▶ _Exercise requirements_
An exact copy of every record below is needed, with all pictures removed.
Data for the task Block Start
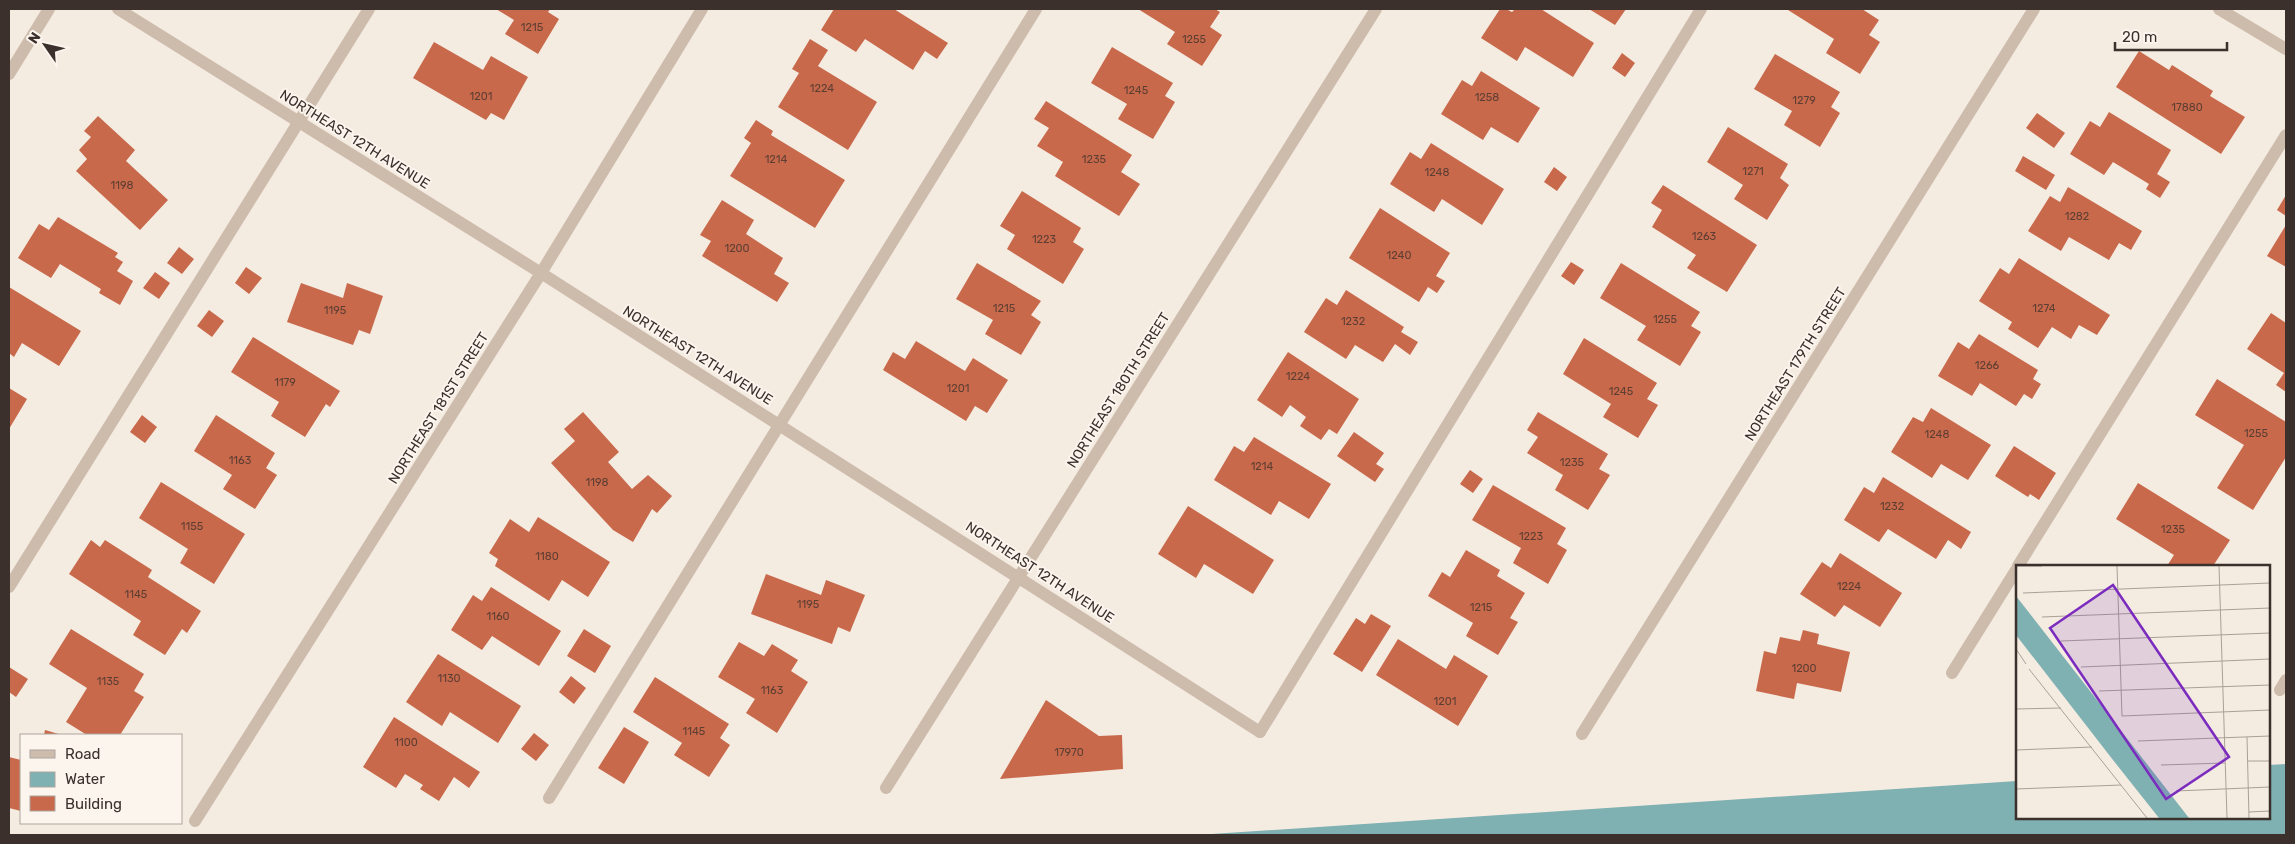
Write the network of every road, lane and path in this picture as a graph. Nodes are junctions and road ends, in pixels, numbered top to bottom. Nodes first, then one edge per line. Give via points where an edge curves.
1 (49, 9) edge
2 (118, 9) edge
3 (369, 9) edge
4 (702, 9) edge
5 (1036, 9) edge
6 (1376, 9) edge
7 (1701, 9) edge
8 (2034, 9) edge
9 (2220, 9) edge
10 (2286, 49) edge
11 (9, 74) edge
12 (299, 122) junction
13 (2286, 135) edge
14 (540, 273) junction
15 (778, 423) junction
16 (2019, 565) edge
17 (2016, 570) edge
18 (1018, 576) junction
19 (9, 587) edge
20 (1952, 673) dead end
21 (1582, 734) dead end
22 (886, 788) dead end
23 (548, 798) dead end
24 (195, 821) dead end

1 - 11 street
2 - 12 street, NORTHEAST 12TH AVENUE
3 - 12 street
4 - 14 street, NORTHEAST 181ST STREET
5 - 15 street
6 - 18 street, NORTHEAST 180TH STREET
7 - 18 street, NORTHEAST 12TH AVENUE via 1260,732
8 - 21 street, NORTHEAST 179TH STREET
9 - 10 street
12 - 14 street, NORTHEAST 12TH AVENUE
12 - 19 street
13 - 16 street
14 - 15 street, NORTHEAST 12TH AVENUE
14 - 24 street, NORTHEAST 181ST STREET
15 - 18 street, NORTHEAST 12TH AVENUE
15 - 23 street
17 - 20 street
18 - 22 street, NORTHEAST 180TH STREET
Data for the task Block End
▶ _Your response_
Write the network of every road, lane and path in this picture as a graph. Nodes are junctions and road ends, in pixels, numbered top to bottom. Nodes first, then one edge per line. Give via points where an edge curves.
1 (49, 9) edge
2 (118, 9) edge
3 (369, 9) edge
4 (702, 9) edge
5 (1036, 9) edge
6 (1376, 9) edge
7 (1701, 9) edge
8 (2034, 9) edge
9 (2220, 9) edge
10 (2286, 49) edge
11 (9, 74) edge
12 (299, 122) junction
13 (2286, 135) edge
14 (540, 273) junction
15 (778, 423) junction
16 (2019, 565) edge
17 (2016, 570) edge
18 (1018, 576) junction
19 (9, 587) edge
20 (1952, 673) dead end
21 (1582, 734) dead end
22 (886, 788) dead end
23 (548, 798) dead end
24 (195, 821) dead end

1 - 11 street
2 - 12 street, NORTHEAST 12TH AVENUE
3 - 12 street
4 - 14 street, NORTHEAST 181ST STREET
5 - 15 street
6 - 18 street, NORTHEAST 180TH STREET
7 - 18 street, NORTHEAST 12TH AVENUE via 1260,732
8 - 21 street, NORTHEAST 179TH STREET
9 - 10 street
12 - 14 street, NORTHEAST 12TH AVENUE
12 - 19 street
13 - 16 street
14 - 15 street, NORTHEAST 12TH AVENUE
14 - 24 street, NORTHEAST 181ST STREET
15 - 18 street, NORTHEAST 12TH AVENUE
15 - 23 street
17 - 20 street
18 - 22 street, NORTHEAST 180TH STREET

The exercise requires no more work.